(About this exercise): Report every line of the data where the string "down" appears.

Stored data entries:
========================================
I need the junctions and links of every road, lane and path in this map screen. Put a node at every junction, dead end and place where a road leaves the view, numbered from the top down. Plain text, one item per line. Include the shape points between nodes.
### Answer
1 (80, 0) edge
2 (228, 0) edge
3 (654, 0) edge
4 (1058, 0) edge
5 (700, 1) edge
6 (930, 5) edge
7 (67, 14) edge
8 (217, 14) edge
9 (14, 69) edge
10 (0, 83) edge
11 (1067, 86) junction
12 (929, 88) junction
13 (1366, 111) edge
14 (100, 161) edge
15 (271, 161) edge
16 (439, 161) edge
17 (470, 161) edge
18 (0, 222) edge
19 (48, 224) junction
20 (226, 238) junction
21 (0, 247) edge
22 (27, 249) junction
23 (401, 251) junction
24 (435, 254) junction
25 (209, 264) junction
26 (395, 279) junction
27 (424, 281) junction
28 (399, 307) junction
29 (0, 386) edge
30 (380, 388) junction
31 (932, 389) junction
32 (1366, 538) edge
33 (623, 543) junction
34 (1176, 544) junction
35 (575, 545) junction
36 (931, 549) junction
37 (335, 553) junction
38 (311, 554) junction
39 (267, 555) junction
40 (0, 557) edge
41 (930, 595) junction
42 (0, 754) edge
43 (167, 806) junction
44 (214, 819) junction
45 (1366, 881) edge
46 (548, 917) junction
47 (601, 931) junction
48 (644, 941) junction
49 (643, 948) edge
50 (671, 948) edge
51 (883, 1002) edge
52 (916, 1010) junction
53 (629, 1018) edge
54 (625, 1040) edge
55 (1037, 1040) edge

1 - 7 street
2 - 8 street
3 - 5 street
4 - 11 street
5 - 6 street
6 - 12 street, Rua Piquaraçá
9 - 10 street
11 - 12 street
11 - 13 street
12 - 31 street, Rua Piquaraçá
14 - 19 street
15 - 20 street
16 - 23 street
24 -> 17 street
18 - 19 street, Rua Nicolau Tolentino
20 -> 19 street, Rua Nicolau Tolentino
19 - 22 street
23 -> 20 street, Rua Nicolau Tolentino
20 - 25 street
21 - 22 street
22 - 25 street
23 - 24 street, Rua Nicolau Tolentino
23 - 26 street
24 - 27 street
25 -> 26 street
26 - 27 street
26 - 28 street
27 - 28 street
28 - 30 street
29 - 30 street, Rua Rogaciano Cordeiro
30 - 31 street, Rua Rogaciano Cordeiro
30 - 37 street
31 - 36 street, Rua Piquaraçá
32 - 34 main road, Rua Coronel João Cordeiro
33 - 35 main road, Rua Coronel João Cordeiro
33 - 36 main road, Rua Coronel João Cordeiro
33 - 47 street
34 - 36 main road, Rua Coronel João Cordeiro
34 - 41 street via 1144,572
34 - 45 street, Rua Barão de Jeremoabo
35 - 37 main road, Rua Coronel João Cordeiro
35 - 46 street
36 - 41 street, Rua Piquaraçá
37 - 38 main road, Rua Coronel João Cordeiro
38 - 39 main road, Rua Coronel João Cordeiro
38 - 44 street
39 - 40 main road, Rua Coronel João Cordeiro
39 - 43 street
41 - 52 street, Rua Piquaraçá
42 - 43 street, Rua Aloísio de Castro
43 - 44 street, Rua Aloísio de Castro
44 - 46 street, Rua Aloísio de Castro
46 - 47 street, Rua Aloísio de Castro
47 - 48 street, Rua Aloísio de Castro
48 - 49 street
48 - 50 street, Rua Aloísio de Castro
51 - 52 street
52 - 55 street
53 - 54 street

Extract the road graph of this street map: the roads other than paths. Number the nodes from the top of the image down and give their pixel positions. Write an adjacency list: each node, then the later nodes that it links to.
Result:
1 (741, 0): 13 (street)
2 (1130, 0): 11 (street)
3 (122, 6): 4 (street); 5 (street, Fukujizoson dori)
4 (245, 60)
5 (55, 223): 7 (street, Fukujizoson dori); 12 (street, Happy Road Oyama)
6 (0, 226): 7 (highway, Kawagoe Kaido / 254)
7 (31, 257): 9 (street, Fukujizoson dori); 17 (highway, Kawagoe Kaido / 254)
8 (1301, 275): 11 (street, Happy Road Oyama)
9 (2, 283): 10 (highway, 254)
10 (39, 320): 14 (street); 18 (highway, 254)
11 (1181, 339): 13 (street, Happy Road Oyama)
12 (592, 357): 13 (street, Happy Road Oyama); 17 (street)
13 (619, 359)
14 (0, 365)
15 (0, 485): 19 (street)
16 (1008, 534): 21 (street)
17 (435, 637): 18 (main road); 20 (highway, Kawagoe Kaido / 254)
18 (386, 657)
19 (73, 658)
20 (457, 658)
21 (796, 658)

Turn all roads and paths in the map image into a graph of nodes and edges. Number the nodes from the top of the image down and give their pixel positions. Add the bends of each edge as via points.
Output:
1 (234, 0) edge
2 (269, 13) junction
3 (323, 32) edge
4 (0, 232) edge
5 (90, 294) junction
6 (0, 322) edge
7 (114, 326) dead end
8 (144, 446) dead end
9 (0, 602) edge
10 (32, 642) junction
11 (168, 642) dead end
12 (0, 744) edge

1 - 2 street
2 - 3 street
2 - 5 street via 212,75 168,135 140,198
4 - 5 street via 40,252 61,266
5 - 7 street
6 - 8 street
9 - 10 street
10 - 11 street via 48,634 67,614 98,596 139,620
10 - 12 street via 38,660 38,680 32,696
========================================
(Output of the exercise):
I need the junctions and links of every road, lane and path in this map screen. Put a node at every junction, dead end and place where a road leaves the view, numbered from the top down. Plain text, one item per line. Include the shape points between nodes.
Extract the road graph of this street map: the roads other than paths. Number the nodes from the top of the image down and give their pixel positions. Write an adjacency list: each node, then the later nodes that it links to.
Turn all roads and paths in the map image into a graph of nodes and edges. Number the nodes from the top of the image down and give their pixel positions. Add the bends of each edge as via points.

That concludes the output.